Determine whether, when applying partial information decomposition to large vision-language models by manually clustering open-ended answers or by training auxiliary projection heads that map model representations into predefined clusters, the resulting PID components (redundancy, vision uniqueness, language uniqueness, and synergy) primarily reflect the original end-to-end behavior of the large vision-language model or the behavior introduced by the added clustering or projection mapping.

Background

The paper adapts the BATCH estimator for partial information decomposition to analyze large vision-LLMs and focuses on multiple-choice VQA because the estimator requires a discrete target space. For open-ended generation, a common workaround is to discretize outputs by clustering answers or adding projection heads to map model representations to predefined clusters.
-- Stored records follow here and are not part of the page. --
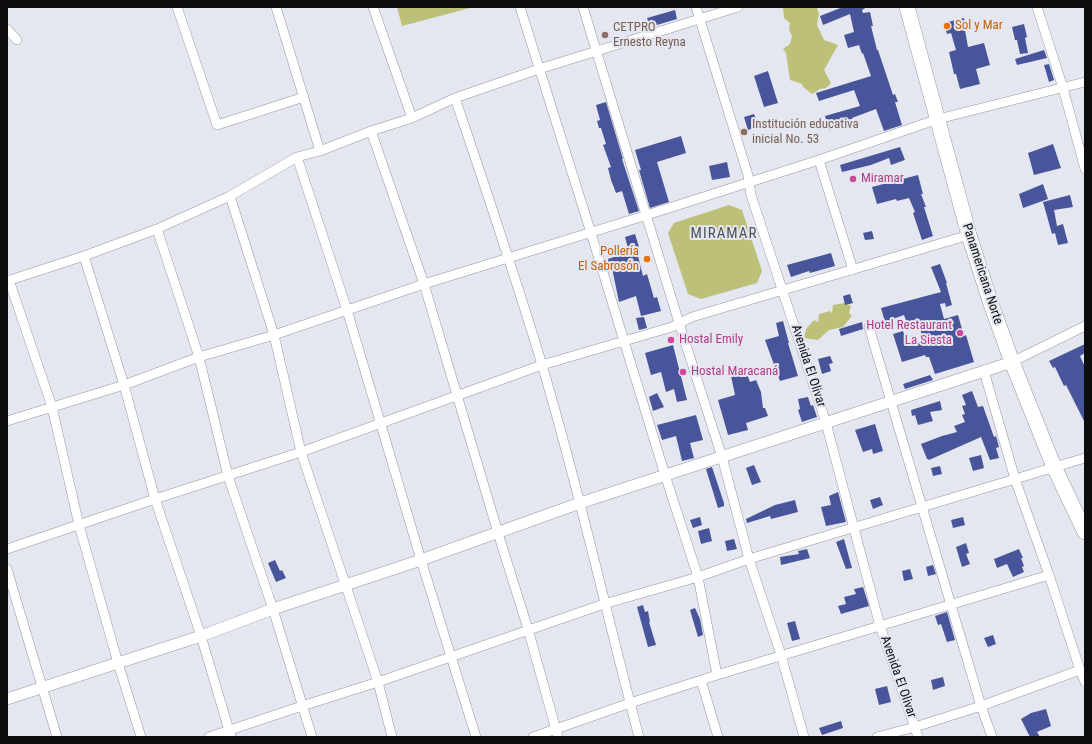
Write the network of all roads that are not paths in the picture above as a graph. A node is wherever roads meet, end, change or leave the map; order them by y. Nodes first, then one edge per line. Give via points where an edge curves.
1 (177, 7) edge
2 (276, 7) edge
3 (373, 7) edge
4 (520, 7) edge
5 (583, 7) edge
6 (696, 7) edge
7 (738, 7) edge
8 (907, 7) edge
9 (1037, 7) edge
10 (700, 19) junction
11 (7, 29) edge
12 (17, 40) dead end
13 (598, 51) junction
14 (539, 69) junction
15 (1085, 82) edge
16 (1064, 88) junction
17 (304, 97) junction
18 (455, 98) junction
19 (412, 118) junction
20 (938, 118) junction
21 (371, 131) junction
22 (320, 151) junction
23 (297, 157) junction
24 (819, 160) junction
25 (1085, 169) edge
26 (749, 182) junction
27 (230, 196) junction
28 (647, 215) junction
29 (157, 229) junction
30 (591, 233) junction
31 (969, 235) junction
32 (84, 256) junction
33 (508, 258) junction
34 (853, 270) junction
35 (8, 280) edge
36 (424, 284) junction
37 (782, 290) junction
38 (347, 310) junction
39 (679, 323) junction
40 (1085, 326) edge
41 (869, 327) dead end
42 (274, 335) junction
43 (624, 341) junction
44 (199, 357) junction
45 (1012, 362) junction
46 (542, 365) junction
47 (984, 371) junction
48 (124, 385) junction
49 (457, 396) junction
50 (892, 401) junction
51 (52, 407) junction
52 (7, 421) edge
53 (826, 423) junction
54 (380, 424) junction
55 (301, 452) junction
56 (722, 456) junction
57 (1085, 458) edge
58 (1054, 467) junction
59 (665, 475) junction
60 (228, 476) junction
61 (1015, 479) junction
62 (155, 499) junction
63 (580, 503) junction
64 (923, 507) junction
65 (79, 525) junction
66 (853, 528) junction
67 (1085, 532) edge
68 (498, 533) junction
69 (7, 549) edge
70 (749, 559) junction
71 (421, 560) junction
72 (7, 569) edge
73 (1049, 575) junction
74 (698, 577) junction
75 (345, 585) junction
76 (604, 604) junction
77 (950, 605) junction
78 (273, 609) junction
79 (880, 626) junction
80 (528, 630) junction
81 (201, 636) junction
82 (781, 655) junction
83 (451, 656) junction
84 (118, 663) junction
85 (1080, 670) junction
86 (717, 675) junction
87 (701, 680) junction
88 (378, 682) junction
89 (1085, 682) edge
90 (42, 688) junction
91 (7, 699) edge
92 (630, 703) junction
93 (302, 706) junction
94 (981, 706) junction
95 (915, 727) junction
96 (557, 733) edge
97 (230, 734) edge
98 (57, 737) edge
99 (141, 737) edge
100 (209, 737) edge
101 (312, 737) edge
102 (392, 737) edge
103 (476, 737) edge
104 (533, 737) edge
105 (639, 737) edge
106 (718, 737) edge
107 (804, 737) edge
108 (877, 737) edge
109 (918, 737) edge
110 (992, 737) edge

1 - 17 street via 217,125
2 - 17 street
3 - 19 street
4 - 14 street
5 - 13 street
6 - 10 street, Avenida El Olivar
7 - 10 street
8 - 20 highway, Panamericana Norte
9 - 16 street
10 - 13 street
10 - 26 street, Avenida El Olivar
11 - 12 street
13 - 14 street
13 - 28 street
14 - 18 street
14 - 30 street
15 - 16 street
16 - 20 street
16 - 25 street
17 - 22 street
18 - 19 street
18 - 33 street
19 - 21 street
20 - 24 street
20 - 31 highway, Panamericana Norte
21 - 22 street
21 - 36 street
22 - 23 street
23 - 27 street
23 - 38 street
24 - 26 street
24 - 34 street
26 - 28 street
26 - 37 street, Avenida El Olivar
27 - 29 street
27 - 42 street
28 - 30 street
28 - 39 street
29 - 32 street
29 - 44 street
30 - 33 street
30 - 43 street
31 - 34 street
31 - 45 highway, Panamericana Norte
32 - 35 street
32 - 48 street
33 - 36 street
33 - 46 street
34 - 37 street
35 - 51 street
36 - 38 street
36 - 49 street
37 - 39 street
37 - 53 street, Avenida El Olivar
38 - 42 street
38 - 54 street
39 - 43 street
39 - 56 street
40 - 45 street
41 - 50 street
42 - 44 street
42 - 55 street
43 - 46 street
43 - 59 street
44 - 48 street
44 - 60 street
45 - 47 street
45 - 58 highway, Panamericana Norte
46 - 49 street
46 - 63 street
47 - 50 street
47 - 61 street
48 - 51 street
48 - 62 street
49 - 54 street
49 - 68 street
50 - 53 street
50 - 64 street
51 - 52 street
51 - 65 street
53 - 56 street
53 - 66 street, Avenida El Olivar
54 - 55 street
54 - 71 street
55 - 60 street
55 - 75 street
56 - 59 street
56 - 70 street
57 - 58 street
58 - 61 street
58 - 67 highway, Panamericana Norte
59 - 63 street
59 - 74 street
60 - 62 street
60 - 78 street
61 - 64 street
61 - 73 street
62 - 65 street
62 - 81 street
63 - 68 street
63 - 76 street
64 - 66 street
64 - 77 street
65 - 69 street
65 - 84 street
66 - 70 street
66 - 79 street, Avenida El Olivar
68 - 71 street
68 - 80 street
70 - 74 street
70 - 82 street
71 - 75 street
71 - 83 street
72 - 90 street
73 - 77 street
73 - 85 street
74 - 76 street
74 - 86 street
75 - 78 street
75 - 88 street
76 - 80 street
76 - 92 street
77 - 79 street
77 - 94 street
78 - 81 street
78 - 93 street
79 - 82 street
79 - 95 street, Avenida El Olivar
80 - 83 street
80 - 96 street
81 - 84 street
81 - 97 street
82 - 86 street
82 - 107 street
83 - 88 street
83 - 103 street
84 - 90 street
84 - 99 street
85 - 89 street
85 - 94 street
86 - 87 street
87 - 92 street
87 - 106 street
88 - 93 street
88 - 102 street
90 - 91 street
90 - 98 street
92 - 96 street
92 - 105 street
93 - 97 street
93 - 101 street
94 - 95 street
94 - 110 street
95 - 108 street
95 - 109 street, Avenida El Olivar
96 - 104 street
97 - 100 street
The authors caution that these added components may introduce sensitivity to clustering and projection hyperparameters, raising a critical validity concern: it is unclear whether PID values computed under such modifications capture the model’s intrinsic end-to-end behavior or artifacts of the added mapping. Resolving this uncertainty is important for extending PID analyses to open-ended tasks without confounding measurement effects.

References

This focus is a deliberate methodological choice: BATCH requires a finite y, thus the natural set of choices in MC-VQA (e.g., {A, B, C, D}) allows for a clean analysis while avoiding the noisy and potentially biased process of manually clustering open-ended answers, or training auxiliary projection heads to map LVLM representations into pre-defined clusters. Such additional components make PID estimates sensitive to clustering and projection hyperparameters, making it unclear whether the estimated quantities primarily reflect the LVLM's original end-to-end behavior or the added mapping, which is not how these models are typically used.

A Comprehensive Information-Decomposition Analysis of Large Vision-Language Models  (2603.29676 - Xiu et al., 31 Mar 2026) in Section 3.2 (A PID Estimation Framework for LVLMs)